▸ WORK TO COMPLETE
For this exercise, please reproduce the records below word for word, from the first line through the line with "Write the network".

Saved entries:

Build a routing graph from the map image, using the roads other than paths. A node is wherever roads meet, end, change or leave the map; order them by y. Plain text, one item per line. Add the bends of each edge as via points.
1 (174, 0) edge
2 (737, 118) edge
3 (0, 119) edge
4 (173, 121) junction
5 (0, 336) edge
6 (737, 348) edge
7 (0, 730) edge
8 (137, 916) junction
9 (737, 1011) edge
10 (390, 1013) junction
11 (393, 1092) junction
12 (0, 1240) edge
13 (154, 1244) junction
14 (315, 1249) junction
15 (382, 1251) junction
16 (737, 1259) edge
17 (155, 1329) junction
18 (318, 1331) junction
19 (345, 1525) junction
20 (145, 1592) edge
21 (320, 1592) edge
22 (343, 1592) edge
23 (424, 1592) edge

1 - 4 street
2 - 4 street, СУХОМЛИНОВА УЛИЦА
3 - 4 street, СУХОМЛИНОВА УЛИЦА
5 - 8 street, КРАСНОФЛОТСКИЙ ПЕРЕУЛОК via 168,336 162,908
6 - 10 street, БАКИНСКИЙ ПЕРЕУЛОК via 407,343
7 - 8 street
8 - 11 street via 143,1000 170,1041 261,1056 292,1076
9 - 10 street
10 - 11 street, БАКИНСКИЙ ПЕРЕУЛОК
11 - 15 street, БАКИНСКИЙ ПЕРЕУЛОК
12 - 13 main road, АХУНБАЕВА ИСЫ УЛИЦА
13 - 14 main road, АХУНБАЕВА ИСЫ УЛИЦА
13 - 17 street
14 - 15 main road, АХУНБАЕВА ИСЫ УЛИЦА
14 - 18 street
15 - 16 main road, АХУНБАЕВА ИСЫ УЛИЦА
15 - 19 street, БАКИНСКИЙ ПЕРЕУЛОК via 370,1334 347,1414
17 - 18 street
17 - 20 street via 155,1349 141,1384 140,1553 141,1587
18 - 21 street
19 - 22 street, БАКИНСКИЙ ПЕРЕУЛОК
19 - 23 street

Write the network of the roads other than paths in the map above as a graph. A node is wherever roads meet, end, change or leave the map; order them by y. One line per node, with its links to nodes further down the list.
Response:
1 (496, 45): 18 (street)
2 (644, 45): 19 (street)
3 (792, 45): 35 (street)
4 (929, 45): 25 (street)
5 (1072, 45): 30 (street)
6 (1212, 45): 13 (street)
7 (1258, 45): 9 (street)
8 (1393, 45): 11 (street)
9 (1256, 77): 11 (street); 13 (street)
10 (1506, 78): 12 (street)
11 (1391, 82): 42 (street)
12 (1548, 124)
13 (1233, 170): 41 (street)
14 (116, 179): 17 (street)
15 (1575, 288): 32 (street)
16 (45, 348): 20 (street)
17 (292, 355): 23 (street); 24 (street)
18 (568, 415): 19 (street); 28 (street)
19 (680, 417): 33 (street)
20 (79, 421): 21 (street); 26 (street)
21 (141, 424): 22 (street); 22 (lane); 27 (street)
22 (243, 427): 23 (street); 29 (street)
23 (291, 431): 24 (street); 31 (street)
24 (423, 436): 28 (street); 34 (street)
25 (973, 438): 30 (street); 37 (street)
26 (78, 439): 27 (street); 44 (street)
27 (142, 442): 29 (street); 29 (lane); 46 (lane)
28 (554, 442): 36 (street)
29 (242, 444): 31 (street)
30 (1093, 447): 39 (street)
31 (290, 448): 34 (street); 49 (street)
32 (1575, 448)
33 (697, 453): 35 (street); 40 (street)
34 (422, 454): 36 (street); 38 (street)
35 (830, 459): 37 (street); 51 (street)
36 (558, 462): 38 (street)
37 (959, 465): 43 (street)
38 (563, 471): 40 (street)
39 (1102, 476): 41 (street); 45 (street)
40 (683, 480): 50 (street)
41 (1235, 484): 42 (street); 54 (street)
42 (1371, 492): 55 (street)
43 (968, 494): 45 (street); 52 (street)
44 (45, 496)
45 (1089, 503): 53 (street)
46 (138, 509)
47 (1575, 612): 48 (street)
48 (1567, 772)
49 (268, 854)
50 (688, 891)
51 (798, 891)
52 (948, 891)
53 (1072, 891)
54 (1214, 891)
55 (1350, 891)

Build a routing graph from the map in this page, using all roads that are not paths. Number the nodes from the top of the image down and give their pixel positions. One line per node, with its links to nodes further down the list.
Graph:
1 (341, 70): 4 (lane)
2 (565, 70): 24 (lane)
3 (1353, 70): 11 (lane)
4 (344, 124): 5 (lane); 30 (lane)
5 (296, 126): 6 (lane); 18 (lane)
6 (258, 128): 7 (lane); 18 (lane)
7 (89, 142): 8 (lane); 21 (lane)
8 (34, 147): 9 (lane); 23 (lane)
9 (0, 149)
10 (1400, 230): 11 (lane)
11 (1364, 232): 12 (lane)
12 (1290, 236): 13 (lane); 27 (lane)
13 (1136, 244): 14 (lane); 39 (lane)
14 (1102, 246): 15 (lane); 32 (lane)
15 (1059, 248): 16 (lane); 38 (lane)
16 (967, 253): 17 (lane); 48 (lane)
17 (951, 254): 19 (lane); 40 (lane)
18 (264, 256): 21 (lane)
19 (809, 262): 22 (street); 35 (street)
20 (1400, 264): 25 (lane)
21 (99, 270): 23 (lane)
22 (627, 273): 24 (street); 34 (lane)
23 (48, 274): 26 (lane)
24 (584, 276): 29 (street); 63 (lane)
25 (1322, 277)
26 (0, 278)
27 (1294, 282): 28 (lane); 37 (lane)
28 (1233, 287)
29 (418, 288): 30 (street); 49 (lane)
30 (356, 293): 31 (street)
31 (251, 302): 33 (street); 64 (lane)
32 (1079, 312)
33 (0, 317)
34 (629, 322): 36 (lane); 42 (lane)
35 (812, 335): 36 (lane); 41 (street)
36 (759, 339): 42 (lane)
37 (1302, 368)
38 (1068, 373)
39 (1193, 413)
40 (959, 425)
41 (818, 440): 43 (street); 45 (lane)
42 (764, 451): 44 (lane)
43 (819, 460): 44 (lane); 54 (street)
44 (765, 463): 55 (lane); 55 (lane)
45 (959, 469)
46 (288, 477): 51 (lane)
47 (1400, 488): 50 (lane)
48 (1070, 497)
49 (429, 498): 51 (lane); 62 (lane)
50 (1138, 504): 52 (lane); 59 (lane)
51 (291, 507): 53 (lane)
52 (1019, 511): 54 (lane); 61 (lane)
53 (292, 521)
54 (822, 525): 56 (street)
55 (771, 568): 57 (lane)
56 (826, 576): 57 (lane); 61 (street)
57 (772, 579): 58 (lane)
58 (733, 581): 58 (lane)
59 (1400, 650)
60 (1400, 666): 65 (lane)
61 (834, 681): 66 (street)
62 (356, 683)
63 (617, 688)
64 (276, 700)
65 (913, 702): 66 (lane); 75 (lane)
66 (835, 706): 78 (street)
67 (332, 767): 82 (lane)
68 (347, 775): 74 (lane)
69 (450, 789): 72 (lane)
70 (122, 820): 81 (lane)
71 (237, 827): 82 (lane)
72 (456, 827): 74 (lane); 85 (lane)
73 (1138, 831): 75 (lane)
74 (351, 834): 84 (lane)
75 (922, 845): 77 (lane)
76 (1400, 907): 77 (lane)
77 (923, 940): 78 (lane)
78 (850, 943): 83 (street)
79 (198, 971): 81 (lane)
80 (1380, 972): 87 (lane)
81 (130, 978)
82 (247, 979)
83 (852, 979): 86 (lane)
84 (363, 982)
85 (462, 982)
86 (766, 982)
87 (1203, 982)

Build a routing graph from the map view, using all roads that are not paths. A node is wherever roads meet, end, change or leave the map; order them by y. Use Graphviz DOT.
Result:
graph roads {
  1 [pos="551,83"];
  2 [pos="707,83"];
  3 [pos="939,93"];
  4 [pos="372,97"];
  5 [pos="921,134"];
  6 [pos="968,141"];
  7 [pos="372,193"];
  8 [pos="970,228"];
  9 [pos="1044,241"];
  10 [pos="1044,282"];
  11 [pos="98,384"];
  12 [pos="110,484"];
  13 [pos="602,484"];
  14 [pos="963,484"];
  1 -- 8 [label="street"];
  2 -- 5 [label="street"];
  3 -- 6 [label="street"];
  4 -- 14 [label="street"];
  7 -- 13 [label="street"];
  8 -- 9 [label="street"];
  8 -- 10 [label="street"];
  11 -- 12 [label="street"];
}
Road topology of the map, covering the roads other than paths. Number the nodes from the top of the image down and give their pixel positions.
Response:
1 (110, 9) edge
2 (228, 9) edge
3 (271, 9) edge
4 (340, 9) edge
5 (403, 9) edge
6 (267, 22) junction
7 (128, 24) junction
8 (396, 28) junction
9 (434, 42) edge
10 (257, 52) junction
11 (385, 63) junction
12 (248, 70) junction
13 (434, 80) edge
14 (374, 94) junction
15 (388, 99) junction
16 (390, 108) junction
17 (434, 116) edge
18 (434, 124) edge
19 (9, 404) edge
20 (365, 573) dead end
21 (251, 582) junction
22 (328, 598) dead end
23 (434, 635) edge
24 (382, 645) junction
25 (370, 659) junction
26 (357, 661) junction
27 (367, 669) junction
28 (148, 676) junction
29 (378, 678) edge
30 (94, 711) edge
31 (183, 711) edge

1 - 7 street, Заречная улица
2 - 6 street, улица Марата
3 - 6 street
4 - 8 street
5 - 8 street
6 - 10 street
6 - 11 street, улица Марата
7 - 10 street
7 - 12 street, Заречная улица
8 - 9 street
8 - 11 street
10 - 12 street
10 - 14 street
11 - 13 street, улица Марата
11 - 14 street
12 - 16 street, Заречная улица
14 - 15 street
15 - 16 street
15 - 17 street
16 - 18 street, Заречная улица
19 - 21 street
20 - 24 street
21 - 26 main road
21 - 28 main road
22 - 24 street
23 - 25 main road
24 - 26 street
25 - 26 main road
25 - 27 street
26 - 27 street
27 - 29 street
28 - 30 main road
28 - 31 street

▸ WRITTEN RESPONSE
Build a routing graph from the map image, using the roads other than paths. A node is wherever roads meet, end, change or leave the map; order them by y. Plain text, one item per line. Add the bends of each edge as via points.
1 (174, 0) edge
2 (737, 118) edge
3 (0, 119) edge
4 (173, 121) junction
5 (0, 336) edge
6 (737, 348) edge
7 (0, 730) edge
8 (137, 916) junction
9 (737, 1011) edge
10 (390, 1013) junction
11 (393, 1092) junction
12 (0, 1240) edge
13 (154, 1244) junction
14 (315, 1249) junction
15 (382, 1251) junction
16 (737, 1259) edge
17 (155, 1329) junction
18 (318, 1331) junction
19 (345, 1525) junction
20 (145, 1592) edge
21 (320, 1592) edge
22 (343, 1592) edge
23 (424, 1592) edge

1 - 4 street
2 - 4 street, СУХОМЛИНОВА УЛИЦА
3 - 4 street, СУХОМЛИНОВА УЛИЦА
5 - 8 street, КРАСНОФЛОТСКИЙ ПЕРЕУЛОК via 168,336 162,908
6 - 10 street, БАКИНСКИЙ ПЕРЕУЛОК via 407,343
7 - 8 street
8 - 11 street via 143,1000 170,1041 261,1056 292,1076
9 - 10 street
10 - 11 street, БАКИНСКИЙ ПЕРЕУЛОК
11 - 15 street, БАКИНСКИЙ ПЕРЕУЛОК
12 - 13 main road, АХУНБАЕВА ИСЫ УЛИЦА
13 - 14 main road, АХУНБАЕВА ИСЫ УЛИЦА
13 - 17 street
14 - 15 main road, АХУНБАЕВА ИСЫ УЛИЦА
14 - 18 street
15 - 16 main road, АХУНБАЕВА ИСЫ УЛИЦА
15 - 19 street, БАКИНСКИЙ ПЕРЕУЛОК via 370,1334 347,1414
17 - 18 street
17 - 20 street via 155,1349 141,1384 140,1553 141,1587
18 - 21 street
19 - 22 street, БАКИНСКИЙ ПЕРЕУЛОК
19 - 23 street

Write the network of the roads other than paths in the map above as a graph. A node is wherever roads meet, end, change or leave the map; order them by y. One line per node, with its links to nodes further down the list.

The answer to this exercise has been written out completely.